Yesterday he apparently confused the prime minister of Spain -- Zapatero -- with long-dead Mexican revolutionary Emilio Zapata. Zapatistas!

The fact is that McCain has been stumbling and bumbling on the campaign trail for over a year and the media has been quick to excuse and paper over his gaffes. I bet I've heard cable TV hacks say at least 10 times this week that McCain didn't say we'd be in Iraq for 100 years. They keep saying he said we'd keep noncombat troops there for 100 years.

Which is complete balderdash. He didn't say anything nuanced. He said cavalierly, when asked if he was willing to stay in Iraq for 50 years, "Make it a 100." That's what he said. He never used the word noncombat. Then he began to back off and explain that we kept troops in South Korea and Japan for decades, and it would be fine for him if Americans weren't being killed. Well, that would be nice if peace had been declared in Iraq, or if we were on one side of a DMZ in the friendly part of the country.
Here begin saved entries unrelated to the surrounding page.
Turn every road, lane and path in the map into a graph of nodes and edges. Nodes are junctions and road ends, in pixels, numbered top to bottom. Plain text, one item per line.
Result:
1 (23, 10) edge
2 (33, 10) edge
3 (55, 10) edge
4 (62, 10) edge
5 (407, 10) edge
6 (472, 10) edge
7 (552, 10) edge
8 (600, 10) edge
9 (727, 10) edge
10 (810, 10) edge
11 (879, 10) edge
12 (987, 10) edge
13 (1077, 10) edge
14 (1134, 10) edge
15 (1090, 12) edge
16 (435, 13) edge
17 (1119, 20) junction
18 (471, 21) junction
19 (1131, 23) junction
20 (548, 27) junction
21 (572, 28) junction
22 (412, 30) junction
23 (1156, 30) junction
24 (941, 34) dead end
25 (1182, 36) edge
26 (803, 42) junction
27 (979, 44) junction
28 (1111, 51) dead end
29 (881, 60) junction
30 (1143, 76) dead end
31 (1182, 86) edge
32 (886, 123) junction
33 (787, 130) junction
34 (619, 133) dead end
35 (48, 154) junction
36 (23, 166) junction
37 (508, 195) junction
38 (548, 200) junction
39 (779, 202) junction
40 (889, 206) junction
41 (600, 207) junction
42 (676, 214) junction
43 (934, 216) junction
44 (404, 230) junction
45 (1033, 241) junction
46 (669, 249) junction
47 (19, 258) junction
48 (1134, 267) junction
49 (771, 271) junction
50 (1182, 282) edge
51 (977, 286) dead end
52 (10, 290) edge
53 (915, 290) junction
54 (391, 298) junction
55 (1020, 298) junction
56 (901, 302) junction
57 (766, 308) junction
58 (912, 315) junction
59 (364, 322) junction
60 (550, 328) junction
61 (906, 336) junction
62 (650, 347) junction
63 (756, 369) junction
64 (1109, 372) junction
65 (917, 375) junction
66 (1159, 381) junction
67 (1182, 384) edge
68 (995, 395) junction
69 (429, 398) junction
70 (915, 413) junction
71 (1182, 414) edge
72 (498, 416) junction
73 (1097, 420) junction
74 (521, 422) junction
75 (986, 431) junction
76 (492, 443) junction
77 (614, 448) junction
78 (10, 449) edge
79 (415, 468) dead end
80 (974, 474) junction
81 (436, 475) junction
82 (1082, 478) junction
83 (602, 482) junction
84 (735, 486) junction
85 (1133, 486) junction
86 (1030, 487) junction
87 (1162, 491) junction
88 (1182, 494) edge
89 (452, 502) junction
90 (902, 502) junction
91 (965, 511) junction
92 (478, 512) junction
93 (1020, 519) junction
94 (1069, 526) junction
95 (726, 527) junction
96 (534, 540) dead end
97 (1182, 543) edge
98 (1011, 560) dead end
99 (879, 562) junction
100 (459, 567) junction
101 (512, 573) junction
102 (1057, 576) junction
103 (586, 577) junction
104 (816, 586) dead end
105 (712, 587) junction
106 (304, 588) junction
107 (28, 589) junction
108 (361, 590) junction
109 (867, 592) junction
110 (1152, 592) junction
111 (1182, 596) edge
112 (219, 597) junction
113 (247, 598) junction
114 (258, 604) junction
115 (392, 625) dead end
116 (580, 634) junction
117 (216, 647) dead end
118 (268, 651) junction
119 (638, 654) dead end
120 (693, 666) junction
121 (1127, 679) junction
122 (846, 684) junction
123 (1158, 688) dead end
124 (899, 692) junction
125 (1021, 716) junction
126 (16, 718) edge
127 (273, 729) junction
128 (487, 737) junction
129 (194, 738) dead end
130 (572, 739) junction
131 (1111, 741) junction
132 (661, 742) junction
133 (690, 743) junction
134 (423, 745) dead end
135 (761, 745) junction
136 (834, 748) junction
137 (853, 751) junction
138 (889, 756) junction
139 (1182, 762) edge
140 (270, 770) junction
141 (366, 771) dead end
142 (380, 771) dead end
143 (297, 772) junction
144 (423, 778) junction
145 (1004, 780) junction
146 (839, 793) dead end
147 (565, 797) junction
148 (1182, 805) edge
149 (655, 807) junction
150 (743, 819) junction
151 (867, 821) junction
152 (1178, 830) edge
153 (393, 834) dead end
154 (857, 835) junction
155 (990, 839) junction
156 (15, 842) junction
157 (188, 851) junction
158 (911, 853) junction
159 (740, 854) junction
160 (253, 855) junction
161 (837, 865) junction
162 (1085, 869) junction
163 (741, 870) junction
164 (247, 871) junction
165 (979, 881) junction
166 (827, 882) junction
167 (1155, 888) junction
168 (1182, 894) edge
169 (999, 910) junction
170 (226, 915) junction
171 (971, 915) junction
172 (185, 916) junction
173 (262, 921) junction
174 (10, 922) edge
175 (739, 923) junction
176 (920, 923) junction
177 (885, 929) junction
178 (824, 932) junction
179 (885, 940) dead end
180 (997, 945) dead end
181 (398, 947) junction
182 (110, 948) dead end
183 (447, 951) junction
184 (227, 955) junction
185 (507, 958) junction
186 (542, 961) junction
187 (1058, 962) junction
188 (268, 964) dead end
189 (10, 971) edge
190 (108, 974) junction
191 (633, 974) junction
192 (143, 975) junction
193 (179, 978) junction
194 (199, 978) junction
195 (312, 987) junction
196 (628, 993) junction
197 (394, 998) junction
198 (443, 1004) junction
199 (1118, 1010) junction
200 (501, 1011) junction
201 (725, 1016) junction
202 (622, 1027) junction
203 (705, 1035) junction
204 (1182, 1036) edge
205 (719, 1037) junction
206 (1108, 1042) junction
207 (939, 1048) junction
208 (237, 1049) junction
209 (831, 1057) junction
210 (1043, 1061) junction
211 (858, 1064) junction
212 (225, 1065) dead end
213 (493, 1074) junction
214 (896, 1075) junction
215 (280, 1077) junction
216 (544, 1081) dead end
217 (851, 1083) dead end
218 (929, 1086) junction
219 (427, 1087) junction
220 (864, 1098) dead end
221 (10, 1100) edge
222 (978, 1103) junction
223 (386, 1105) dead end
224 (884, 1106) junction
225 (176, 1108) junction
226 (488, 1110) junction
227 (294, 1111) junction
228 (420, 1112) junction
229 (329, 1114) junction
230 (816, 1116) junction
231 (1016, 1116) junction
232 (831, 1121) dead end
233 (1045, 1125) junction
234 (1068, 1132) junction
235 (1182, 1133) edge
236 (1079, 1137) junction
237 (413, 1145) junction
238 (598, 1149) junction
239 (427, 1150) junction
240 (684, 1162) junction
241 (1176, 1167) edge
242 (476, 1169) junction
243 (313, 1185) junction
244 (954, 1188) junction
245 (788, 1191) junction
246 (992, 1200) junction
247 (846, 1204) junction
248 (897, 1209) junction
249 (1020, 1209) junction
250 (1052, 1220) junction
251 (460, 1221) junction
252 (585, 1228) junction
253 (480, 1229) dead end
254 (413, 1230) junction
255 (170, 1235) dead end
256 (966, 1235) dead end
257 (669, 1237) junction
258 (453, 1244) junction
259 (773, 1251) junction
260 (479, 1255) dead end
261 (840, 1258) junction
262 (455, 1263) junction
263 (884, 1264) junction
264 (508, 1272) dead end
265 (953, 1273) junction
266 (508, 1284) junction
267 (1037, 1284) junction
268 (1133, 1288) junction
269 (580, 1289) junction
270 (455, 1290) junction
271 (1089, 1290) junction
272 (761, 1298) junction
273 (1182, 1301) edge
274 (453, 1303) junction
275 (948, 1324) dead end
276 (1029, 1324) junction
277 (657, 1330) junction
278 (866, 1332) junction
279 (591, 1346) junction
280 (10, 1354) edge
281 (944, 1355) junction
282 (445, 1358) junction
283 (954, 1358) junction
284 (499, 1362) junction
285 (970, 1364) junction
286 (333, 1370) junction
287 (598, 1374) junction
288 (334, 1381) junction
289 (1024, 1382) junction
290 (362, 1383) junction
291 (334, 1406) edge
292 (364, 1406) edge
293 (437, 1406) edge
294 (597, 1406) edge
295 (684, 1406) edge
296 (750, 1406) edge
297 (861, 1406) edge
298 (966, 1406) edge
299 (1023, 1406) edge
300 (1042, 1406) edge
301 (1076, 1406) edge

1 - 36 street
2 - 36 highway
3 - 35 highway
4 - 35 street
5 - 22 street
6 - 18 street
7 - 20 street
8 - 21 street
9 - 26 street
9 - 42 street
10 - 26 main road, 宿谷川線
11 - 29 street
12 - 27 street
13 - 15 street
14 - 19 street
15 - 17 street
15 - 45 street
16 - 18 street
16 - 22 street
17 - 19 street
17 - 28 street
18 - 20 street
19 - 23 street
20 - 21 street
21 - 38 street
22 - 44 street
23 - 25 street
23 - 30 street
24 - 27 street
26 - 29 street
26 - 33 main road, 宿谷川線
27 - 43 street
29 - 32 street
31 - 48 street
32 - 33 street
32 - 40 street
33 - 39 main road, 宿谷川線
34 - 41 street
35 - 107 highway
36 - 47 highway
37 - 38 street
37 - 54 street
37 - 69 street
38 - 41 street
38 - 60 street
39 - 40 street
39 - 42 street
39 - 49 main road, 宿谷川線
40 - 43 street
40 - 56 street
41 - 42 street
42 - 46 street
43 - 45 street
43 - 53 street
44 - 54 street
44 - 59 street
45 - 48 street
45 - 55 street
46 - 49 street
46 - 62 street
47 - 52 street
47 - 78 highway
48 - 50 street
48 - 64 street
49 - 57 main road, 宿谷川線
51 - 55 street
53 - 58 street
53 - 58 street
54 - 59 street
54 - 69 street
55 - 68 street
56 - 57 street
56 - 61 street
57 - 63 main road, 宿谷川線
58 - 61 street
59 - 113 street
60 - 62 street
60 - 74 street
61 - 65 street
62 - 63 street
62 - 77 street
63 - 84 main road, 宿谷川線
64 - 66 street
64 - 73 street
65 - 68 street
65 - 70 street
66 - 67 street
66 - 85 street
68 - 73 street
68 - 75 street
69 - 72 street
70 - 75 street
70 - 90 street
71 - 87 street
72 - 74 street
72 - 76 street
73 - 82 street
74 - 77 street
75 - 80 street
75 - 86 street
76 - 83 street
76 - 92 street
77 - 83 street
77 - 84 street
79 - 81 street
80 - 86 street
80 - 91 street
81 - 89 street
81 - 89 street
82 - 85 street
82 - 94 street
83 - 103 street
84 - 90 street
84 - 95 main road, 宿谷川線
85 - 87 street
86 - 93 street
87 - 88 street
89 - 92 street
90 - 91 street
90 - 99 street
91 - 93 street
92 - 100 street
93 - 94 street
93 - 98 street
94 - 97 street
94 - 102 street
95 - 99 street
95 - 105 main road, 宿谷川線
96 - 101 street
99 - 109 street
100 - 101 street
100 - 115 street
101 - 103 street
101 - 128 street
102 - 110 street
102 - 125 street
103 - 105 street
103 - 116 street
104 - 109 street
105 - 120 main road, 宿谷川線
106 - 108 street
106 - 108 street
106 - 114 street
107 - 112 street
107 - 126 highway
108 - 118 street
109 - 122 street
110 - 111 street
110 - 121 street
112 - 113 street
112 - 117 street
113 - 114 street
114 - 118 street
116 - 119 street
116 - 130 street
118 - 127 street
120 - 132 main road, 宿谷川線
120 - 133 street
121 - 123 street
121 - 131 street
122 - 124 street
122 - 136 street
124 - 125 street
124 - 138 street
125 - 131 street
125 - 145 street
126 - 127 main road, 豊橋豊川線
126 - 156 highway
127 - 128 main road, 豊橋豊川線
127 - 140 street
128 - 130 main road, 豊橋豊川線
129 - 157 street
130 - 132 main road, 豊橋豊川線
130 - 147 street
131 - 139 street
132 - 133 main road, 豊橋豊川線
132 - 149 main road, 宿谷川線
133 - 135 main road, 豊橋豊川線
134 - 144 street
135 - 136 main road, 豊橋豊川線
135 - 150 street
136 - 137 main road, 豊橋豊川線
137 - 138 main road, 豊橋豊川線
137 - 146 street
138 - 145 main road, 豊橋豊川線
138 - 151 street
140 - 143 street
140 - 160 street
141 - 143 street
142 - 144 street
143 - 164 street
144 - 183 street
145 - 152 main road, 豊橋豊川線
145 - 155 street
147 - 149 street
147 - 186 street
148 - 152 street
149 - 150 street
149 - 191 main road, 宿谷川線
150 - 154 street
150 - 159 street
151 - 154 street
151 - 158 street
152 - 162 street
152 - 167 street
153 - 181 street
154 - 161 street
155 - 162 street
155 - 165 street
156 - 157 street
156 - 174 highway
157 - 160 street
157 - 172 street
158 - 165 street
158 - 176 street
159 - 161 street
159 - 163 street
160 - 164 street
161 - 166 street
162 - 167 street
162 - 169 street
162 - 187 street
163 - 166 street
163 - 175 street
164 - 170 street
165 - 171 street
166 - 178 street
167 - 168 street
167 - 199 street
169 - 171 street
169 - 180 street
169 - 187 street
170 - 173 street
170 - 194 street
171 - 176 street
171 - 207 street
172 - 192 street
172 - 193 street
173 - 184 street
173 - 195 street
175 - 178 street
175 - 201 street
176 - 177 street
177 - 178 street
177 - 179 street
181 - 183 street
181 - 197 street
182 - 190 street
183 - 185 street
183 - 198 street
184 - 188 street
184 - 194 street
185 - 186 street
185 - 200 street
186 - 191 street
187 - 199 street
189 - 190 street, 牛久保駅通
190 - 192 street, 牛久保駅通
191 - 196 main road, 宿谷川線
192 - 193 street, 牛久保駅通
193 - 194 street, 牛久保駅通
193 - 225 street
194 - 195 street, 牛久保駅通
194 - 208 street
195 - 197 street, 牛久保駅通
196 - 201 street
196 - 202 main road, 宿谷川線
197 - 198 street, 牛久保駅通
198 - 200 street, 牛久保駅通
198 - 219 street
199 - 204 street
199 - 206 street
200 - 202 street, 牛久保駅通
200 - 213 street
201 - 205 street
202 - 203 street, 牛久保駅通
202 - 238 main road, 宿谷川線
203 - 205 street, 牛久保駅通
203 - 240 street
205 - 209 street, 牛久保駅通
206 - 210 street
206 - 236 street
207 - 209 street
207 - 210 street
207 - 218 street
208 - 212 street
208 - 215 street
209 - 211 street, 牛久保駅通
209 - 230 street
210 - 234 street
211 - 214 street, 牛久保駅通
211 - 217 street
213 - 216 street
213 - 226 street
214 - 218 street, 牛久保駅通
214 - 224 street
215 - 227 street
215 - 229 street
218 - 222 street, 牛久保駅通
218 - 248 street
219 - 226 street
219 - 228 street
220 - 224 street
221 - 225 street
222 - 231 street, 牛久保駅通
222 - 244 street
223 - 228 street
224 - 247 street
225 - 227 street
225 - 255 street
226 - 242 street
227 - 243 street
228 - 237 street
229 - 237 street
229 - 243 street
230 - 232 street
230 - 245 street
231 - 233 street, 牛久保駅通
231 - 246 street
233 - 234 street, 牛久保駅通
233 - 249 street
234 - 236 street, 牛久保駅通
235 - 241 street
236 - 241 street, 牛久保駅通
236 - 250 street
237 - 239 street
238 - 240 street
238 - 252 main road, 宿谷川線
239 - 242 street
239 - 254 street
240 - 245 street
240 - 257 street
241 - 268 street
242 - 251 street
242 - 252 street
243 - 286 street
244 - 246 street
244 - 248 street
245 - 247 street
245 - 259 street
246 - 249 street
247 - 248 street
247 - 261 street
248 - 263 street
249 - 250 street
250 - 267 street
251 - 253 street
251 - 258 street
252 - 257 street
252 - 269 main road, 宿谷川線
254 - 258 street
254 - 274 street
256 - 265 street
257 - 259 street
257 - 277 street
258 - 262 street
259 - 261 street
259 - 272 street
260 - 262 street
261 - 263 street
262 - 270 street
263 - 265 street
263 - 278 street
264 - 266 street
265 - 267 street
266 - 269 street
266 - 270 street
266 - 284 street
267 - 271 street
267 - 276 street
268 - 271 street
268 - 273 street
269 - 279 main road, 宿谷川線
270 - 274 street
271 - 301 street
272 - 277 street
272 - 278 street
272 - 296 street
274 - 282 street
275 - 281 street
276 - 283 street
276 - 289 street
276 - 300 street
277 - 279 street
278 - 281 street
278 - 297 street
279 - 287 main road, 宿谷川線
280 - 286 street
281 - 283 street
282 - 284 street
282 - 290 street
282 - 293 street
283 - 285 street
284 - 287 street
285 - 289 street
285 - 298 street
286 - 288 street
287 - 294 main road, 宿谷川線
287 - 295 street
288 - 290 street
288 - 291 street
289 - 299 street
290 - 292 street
But those aren't the facts on the ground. There has never been any time during our occupation of Iraq that there has been peace. We don't have noncombat troops in Iraq. McCain was talking about the Iraq that there is, and was willing to stay for 100 years. He and his media base have been trying to explain his statement ever since. But the statement stands.

A few days ago McCain said, with a straight face, that Sarah Palin, his completely unqualified running mate, “knows more about energy than probably anyone else in the United States of America.” Climate Progress calls that statement "The Mother of All Lies".

Plus whenever he introduces Palin as his running mate, he manages to slip in that she was the point guard on her state high school basketball team. He's like your dotty uncle when he does that, proud but throwing in a non sequiter. (I think he does it because he remembers that about her. It was in the speech he read when he introduced her, a month ago).

And I think that's what's going on. He's tired, and confused. He's old, and his memory isn't what it once was. So he falls back on the lines he's used to saying, the old lines that have served him well. The fundamentals of our economy are strong.

If he can't fall back on an old speech, he has established a pattern of using long, rambling generic statements that don't really say anything but seem to answer the question. Like he said about the Spanish prime minister:

INTERVIEWER: Senator finally, let's talk about Spain. If elected president would you be willing to invite President Jose Rodriguez Louis Zapatero to the White House, to meet with you?

McCAIN: I would be willing to meet with those leaders who are friends and want to work with us in a cooperative fashion.

[My note, here I think he is confusing Zapatero of Spain with Zapata of Mexico, so he turns back to Latin America.] And by the way President Calderon of Mexico is fighting a very, very tough fight against the drug cartels. I'm glad we are now working with the Mexican government on the Merida Plan, and I intend to move forward with relations and invite as many of them as I can, of those leaders to the White House.

INTERVIEWER: Would that invitation be extended to the Zapatero government? To the president himself?

McCAIN: Uh, I don't, I, ya know, I, honestly, I have to look at the situations and the relations and the priorities. But I can assure you, I will establish closer relations with our friends and I will stand up to those who want to do harm to the United States of America.

INTERVIEWER: So you have to wait and see. If he's willing to meet with you, would you be able to do it? In the White House?

McCAIN: Well, again, I don't -- All I can tell you is I have a clear record of working with leaders in the hemisphere that are friends with us and standing up to those who are not. And that's judged on the basis of the importance of our relationship with Latin America and the entire region.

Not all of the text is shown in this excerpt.